» **Task instructions**: Working through the entries below, find how many lines include "highway", then write only that number.

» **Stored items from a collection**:
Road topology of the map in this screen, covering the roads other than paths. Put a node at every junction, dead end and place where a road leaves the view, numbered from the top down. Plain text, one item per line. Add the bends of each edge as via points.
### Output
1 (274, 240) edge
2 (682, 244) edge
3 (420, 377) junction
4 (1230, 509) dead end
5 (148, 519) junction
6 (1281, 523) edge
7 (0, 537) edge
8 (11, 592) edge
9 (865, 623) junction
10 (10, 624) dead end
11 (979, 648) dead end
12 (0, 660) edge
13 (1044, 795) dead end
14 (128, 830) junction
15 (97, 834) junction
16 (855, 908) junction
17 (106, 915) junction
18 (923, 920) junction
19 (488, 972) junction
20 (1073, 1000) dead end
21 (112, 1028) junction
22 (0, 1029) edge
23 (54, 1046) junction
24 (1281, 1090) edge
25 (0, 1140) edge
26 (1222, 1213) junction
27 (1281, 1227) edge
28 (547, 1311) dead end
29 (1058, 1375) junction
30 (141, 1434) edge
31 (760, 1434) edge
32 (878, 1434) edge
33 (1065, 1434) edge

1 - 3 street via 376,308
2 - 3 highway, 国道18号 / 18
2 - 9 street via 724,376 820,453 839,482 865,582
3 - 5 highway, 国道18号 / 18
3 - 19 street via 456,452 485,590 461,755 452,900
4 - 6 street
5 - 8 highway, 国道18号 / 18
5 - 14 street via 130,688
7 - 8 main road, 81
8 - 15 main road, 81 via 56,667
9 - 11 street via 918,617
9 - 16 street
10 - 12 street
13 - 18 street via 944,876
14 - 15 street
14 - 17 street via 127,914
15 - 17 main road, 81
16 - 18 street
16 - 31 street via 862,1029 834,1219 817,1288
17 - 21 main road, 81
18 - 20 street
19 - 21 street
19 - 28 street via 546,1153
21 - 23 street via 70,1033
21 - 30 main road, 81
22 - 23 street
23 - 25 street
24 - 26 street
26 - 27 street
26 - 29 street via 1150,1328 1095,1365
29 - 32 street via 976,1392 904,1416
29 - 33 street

» **Completed exercise**: 3